“The world is too much with us,” Wordsworth lamented. And that was more than 200 years ago, when he didn’t have to contend with 24/7 cable, smartphone alerts and hyper-connectivity at every turn. Wordsworth was bemoaning materialism. But if he were alive today, he might be referring to what I call mental leakage.
This is the difficulty of concentrating in today's interruption culture.
Even when others don't directly interrupt people, they interrupt themselves because they can’t get the world off their minds.
Such mental leakage is natural, but it’s not innocuous. It harms work and productivity and makes people unhappy.
Like other interruptions, a distraction steals time (it takes a while to get back on task). There’s loss of momentum and time wasted in reassembling thoughts and resources. Frustration mounts about having to rebuild thoughts, along with the distress and fatigue of having to make up for the time lost. This all leads to errors and causes rework, wasting more time. You might even become annoyed with yourself.
Don’t let that happen to you. Instead, learn some simple techniques for keeping the world at bay until you want to entertain it in your mind. See which ones work best for you:
1. Transcending the environment.
Rise above physical issues that you cannot change. I have a friend in Dallas who struggled during the Ebola crisis to not constantly interrupt her work to search for disease updates.
Nonstop bad news right in your backyard can create a constant, low-grade worry. When she needed to transcend her environment, she would keep the TV and radio off (even her router unless she absolutely needed it for work).
She would take sunny walks, make extra healthy meals and surround herself with clean fragrances. That relegated illness to a minor instead of dominant theme in her environment, and she could carry on without being distracted.
2. Practice a constructive type of acceptance.
There's an art to accepting that which you cannot change and doing so graciously not grudgingly. Say you had to finish writing a proposal for a client by the end of the day or run the risk of losing some business.

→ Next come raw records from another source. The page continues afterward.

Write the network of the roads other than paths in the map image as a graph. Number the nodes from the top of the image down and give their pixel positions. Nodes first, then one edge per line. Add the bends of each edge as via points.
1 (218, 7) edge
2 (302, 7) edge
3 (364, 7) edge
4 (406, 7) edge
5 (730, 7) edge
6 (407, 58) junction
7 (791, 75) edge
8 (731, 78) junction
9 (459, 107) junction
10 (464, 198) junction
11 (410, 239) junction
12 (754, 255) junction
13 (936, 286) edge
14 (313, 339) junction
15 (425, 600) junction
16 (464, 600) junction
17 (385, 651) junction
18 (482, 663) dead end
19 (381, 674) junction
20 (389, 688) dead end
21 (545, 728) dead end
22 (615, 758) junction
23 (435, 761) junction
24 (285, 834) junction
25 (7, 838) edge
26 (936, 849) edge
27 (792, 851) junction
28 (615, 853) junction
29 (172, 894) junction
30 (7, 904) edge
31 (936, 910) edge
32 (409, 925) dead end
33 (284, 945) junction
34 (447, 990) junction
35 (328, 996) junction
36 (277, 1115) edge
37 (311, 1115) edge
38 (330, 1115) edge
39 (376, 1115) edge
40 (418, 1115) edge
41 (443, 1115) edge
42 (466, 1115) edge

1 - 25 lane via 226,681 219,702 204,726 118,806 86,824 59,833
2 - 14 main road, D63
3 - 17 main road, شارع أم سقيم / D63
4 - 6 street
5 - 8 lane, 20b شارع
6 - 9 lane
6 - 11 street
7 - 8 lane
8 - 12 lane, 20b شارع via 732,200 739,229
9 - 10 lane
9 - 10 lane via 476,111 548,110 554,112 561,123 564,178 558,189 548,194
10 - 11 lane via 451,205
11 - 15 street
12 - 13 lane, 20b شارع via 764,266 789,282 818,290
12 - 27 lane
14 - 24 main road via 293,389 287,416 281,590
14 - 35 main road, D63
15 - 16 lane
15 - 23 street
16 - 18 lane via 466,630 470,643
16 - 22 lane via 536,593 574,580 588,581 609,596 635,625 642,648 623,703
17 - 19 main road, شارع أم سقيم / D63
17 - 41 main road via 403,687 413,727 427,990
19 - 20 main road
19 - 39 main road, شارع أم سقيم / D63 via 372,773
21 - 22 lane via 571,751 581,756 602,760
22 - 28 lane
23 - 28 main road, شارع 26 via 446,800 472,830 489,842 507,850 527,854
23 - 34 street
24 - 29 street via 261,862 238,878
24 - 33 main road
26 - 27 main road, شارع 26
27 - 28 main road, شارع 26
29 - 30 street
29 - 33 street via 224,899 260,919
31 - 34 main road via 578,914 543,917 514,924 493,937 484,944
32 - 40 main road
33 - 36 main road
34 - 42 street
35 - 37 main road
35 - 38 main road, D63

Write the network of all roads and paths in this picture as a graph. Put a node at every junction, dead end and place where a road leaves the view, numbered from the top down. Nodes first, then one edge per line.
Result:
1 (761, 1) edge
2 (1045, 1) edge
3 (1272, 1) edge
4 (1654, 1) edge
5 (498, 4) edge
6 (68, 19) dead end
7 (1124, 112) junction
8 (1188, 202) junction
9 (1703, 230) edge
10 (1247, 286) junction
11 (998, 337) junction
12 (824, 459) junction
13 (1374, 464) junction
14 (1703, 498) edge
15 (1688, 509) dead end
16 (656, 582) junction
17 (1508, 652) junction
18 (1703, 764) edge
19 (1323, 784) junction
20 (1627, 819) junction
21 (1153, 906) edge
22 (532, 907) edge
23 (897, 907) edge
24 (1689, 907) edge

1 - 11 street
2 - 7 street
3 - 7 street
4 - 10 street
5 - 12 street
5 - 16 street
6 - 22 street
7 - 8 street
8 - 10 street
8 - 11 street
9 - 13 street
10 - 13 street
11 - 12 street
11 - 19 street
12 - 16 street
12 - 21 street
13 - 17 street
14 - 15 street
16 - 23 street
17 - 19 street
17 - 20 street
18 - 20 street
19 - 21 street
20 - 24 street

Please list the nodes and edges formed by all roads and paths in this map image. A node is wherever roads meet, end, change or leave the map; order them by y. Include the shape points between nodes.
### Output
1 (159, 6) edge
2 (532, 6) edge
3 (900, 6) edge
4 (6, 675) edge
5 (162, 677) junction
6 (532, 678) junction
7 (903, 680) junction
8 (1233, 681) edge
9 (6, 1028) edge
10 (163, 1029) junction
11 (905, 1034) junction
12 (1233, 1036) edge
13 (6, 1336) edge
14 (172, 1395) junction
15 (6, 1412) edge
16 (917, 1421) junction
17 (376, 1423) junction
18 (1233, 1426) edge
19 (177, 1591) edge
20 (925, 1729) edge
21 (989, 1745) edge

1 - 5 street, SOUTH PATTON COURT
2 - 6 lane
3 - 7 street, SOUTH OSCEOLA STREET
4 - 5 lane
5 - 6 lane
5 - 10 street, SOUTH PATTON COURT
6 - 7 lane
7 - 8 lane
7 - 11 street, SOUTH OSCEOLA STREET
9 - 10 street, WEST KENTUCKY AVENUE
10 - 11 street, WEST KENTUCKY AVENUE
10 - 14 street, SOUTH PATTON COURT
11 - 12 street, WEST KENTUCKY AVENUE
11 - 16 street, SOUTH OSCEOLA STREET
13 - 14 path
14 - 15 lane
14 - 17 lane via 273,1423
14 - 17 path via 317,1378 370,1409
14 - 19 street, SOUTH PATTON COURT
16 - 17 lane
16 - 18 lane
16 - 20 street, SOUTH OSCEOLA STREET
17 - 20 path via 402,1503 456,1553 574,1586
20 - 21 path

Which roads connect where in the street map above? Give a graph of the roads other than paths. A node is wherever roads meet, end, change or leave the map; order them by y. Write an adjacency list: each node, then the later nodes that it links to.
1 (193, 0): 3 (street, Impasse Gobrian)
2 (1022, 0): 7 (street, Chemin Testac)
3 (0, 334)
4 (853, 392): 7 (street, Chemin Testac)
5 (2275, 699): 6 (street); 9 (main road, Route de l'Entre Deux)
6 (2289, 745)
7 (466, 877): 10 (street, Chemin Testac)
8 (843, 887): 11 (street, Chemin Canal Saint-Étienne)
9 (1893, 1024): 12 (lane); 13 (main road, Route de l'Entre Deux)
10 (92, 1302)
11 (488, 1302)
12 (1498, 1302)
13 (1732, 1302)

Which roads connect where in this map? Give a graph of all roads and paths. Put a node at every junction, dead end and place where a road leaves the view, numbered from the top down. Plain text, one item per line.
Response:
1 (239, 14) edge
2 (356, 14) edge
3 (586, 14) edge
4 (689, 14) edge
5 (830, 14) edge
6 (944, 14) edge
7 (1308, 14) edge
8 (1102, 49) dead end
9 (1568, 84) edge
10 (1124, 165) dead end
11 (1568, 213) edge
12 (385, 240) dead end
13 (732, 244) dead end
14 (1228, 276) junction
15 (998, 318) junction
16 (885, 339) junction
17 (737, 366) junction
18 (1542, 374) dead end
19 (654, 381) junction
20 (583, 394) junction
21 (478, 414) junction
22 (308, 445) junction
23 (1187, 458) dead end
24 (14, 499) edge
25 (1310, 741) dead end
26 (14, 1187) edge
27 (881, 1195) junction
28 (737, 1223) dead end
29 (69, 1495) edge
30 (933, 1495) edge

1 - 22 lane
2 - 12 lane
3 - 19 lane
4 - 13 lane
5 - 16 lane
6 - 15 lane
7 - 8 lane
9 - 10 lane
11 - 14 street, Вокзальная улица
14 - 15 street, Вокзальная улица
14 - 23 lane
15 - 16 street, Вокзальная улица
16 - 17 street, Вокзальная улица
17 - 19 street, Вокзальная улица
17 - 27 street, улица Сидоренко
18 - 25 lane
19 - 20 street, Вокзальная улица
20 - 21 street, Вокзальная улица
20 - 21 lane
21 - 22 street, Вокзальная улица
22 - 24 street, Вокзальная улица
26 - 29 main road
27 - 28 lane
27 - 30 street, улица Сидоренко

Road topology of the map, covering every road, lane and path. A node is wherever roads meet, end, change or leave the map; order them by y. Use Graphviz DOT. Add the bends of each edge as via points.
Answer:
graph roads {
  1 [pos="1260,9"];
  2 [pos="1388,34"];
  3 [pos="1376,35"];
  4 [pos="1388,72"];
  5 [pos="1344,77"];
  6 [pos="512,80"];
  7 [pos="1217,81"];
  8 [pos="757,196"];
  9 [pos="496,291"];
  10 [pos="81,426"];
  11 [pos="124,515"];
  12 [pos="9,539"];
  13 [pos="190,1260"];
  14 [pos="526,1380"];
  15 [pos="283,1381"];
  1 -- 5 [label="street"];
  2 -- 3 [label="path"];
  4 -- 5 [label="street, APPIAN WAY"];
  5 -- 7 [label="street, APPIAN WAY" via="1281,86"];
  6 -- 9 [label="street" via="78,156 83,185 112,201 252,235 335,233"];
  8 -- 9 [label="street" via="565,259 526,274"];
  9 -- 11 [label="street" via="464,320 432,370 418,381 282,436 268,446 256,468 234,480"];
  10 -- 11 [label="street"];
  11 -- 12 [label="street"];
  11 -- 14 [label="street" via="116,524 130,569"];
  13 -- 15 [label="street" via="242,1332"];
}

You don’t like having to write the proposal but you love having new business. So you say, “OK, let me think of a few of my favorite clients and pretend I’m talking with them.” Suddenly your task seems agreeable and you can do it with relish.
3. Visualize the ideal self.
I like this technique because it leaves you feeling good about yourself -- so important when the world is too much with you. Visualize yourself accomplishing exactly what you’re supposed to achieve.
If you must write a proposal, think of yourself finally signing with a flourish the best one you’ve ever written. Or picture yourself totally locked in focus on your task, with perfect concentration. The point is, the mind follows the imagination, and the physical follows the mental.
4. Try positive affirmation.
Sure, at first you’ll feel a little silly boosting your mood by repeating a simple, positive statement. But there’s a science involved.
First, you’re trying to program your subconscious mind through conscious thought to think favorably about the work in front of you. And then you’re trying to give yourself an adrenaline rush of energy. When you get a positive thrust in your mind from a phrase, there’s a positive physical reaction, too. Find whatever words work for you.
5. Attempt a psychological counterpunch or two.
Another technique does for your mind what great boxers do with their punches. When a counterproductive thought like “I wonder if I’ve got any emails; I think I’ll check” threatens your focus, throw up a mental counterpunch like this: “You’ll be disappointed later if you don’t finish this task now, and you won’t have another chance.”
And then immediately follow that with your best punch: “Remember how great it feels to finish a project like this. You’ll feel great!”
Use each technique as needed. Let them trigger your mastery of locking in focus so that you can bear down on the task at hand. Then you can rejoin the world on your terms.